На следующий день он усадил ее на поезд, в последний раз попросил быть осторожной и не слишком переутомляться, подал тросточку, поцеловал на прощание и крепко обнял. Ему все еще не хотелось ее отпускать, и он взял с Анны обещание нанять извозчика от самого вокзала до балетной школы. Николай без конца сетовал на то, что не может ее проводить. Это казалось ему вдвойне неправильным после нескольких недель, прожитых вместе. Но Анна пообещала, что с ней ничего не случится, если она поедет одна.

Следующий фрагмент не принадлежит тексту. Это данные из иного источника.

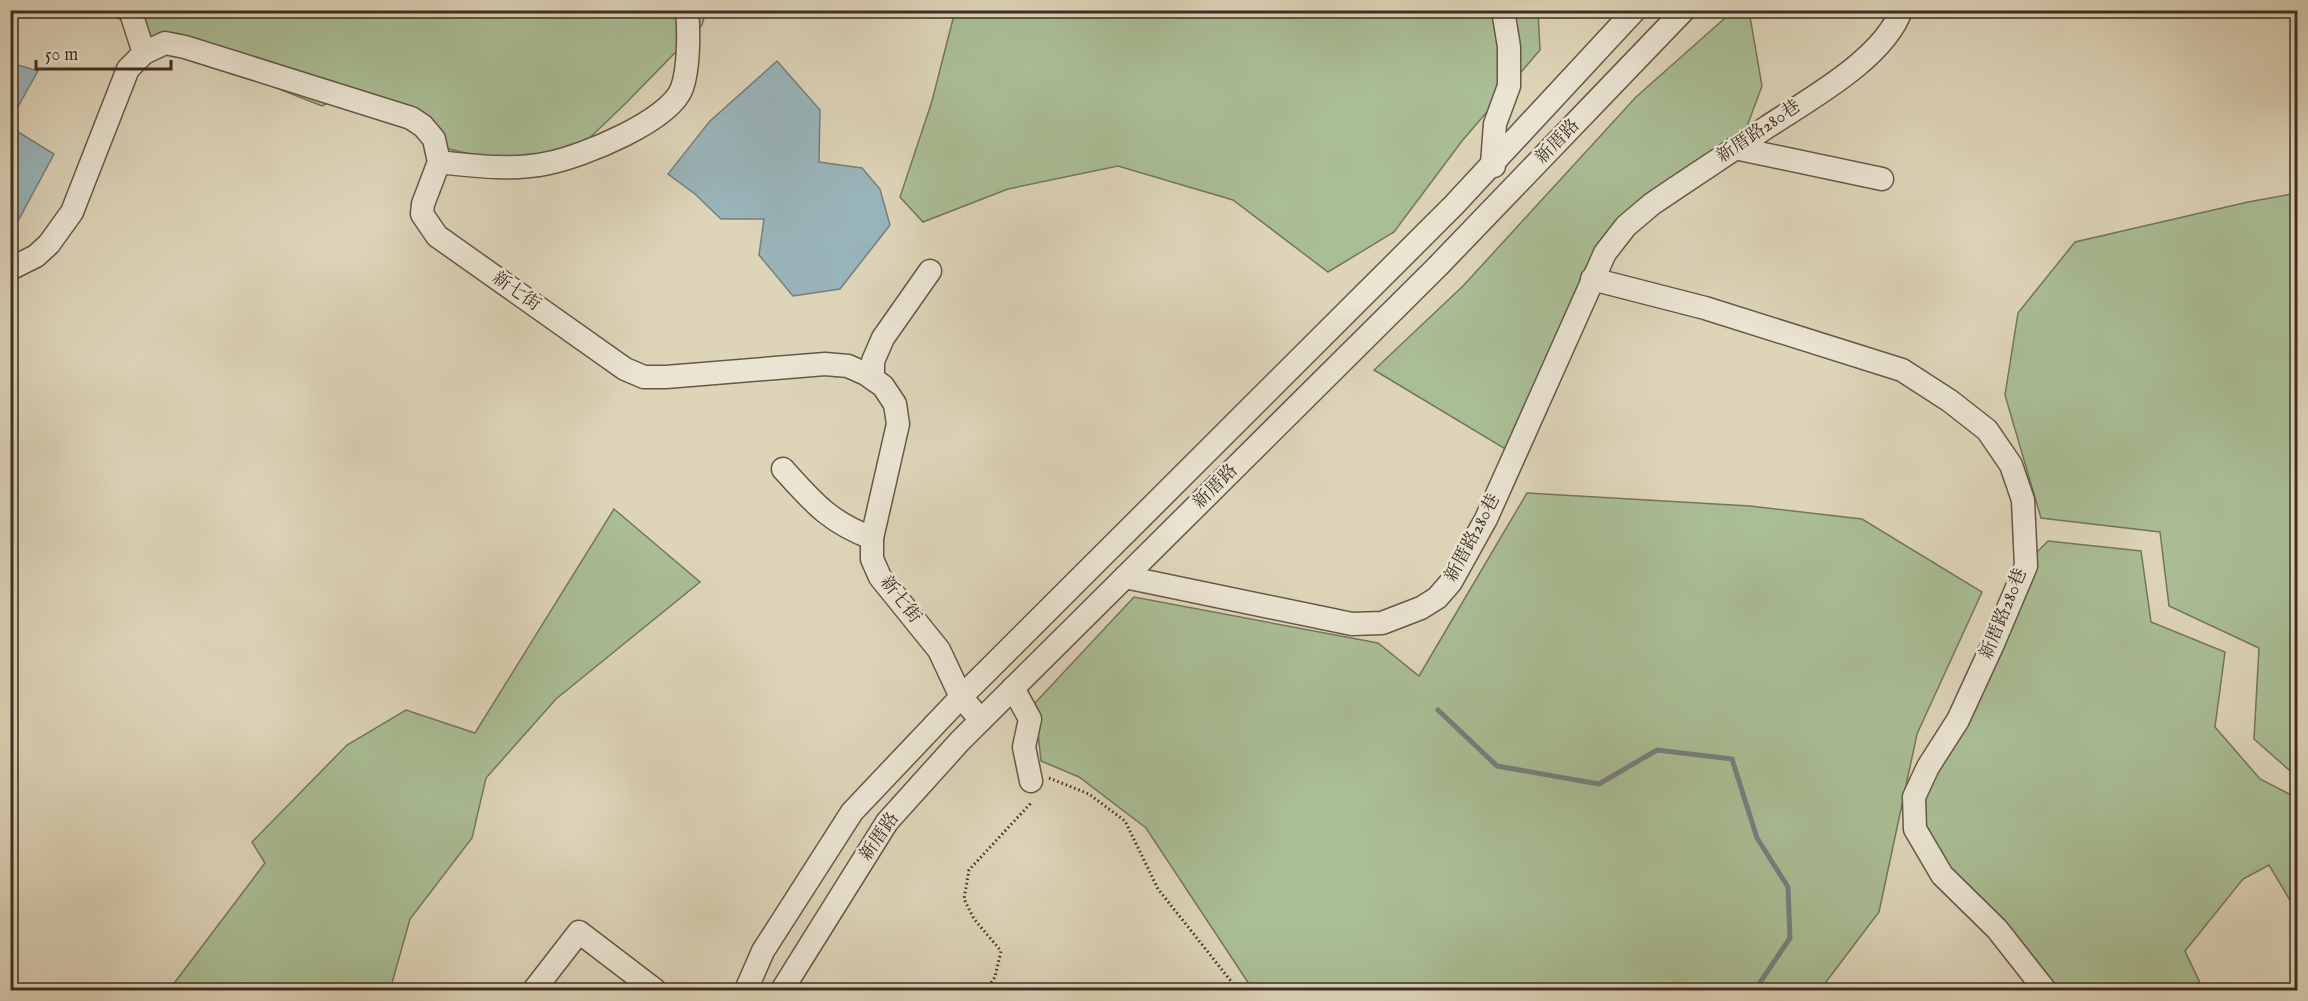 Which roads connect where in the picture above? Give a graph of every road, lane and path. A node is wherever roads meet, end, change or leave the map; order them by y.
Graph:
1 (130, 10) edge
2 (687, 10) edge
3 (1503, 10) edge
4 (1635, 10) edge
5 (1684, 10) edge
6 (1901, 10) edge
7 (144, 53) junction
8 (1735, 148) junction
9 (439, 162) junction
10 (1492, 164) junction
11 (1882, 179) dead end
12 (1517, 184) junction
13 (10, 269) edge
14 (930, 272) dead end
15 (1592, 279) junction
16 (873, 379) junction
17 (783, 470) dead end
18 (872, 538) junction
19 (1125, 577) junction
20 (1060, 598) junction
21 (1080, 621) junction
22 (1013, 688) junction
23 (961, 696) junction
24 (981, 720) junction
25 (1030, 775) junction
26 (534, 990) edge
27 (655, 990) edge
28 (747, 990) edge
29 (782, 990) edge
30 (986, 990) edge
31 (1238, 990) edge
32 (2045, 990) edge

1 - 7 street
2 - 9 street
3 - 10 street
4 - 10 street, 新厝路
5 - 12 street, 新厝路
6 - 8 street, 新厝路280巷
7 - 9 street
7 - 13 street
8 - 11 street
8 - 15 street, 新厝路280巷
9 - 16 street, 新七街
10 - 12 street
10 - 20 street, 新厝路
12 - 19 street, 新厝路
14 - 16 street
15 - 19 street, 新厝路280巷
15 - 32 street, 新厝路280巷
16 - 18 street, 新七街
17 - 18 street
18 - 23 street, 新七街
19 - 21 street, 新厝路
20 - 21 street
20 - 23 street, 新厝路
21 - 22 street, 新厝路
22 - 24 street, 新厝路
22 - 25 street
23 - 24 street, 新七街
23 - 28 street, 新厝路
24 - 29 street, 新厝路
25 - 30 path
25 - 31 path
26 - 27 street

Велико же было ее удивление, когда в Санкт‑Петербурге ей бросились в глаза толпы людей на улицах. Демонстранты выкрикивали лозунги против царя и царской власти, и среди них то и дело мелькали солдаты. В уединении Царского Села Анна не подозревала ни о чем подобном и была неприятно поражена напряженной обстановкой, сложившейся в городе. Ей пришлось усилием воли выкинуть из головы тревожные мысли и поспешить в балетную школу. Она все еще боялась за состояние мадам Марковой и молилась о том, чтобы ее старая наставница и старшая подруга не оказалась опасно больной. Увы, к ее отчаянию, именно так и обстояло дело. Как уже случалось прежде, мадам совершенно обессилела после пневмонии.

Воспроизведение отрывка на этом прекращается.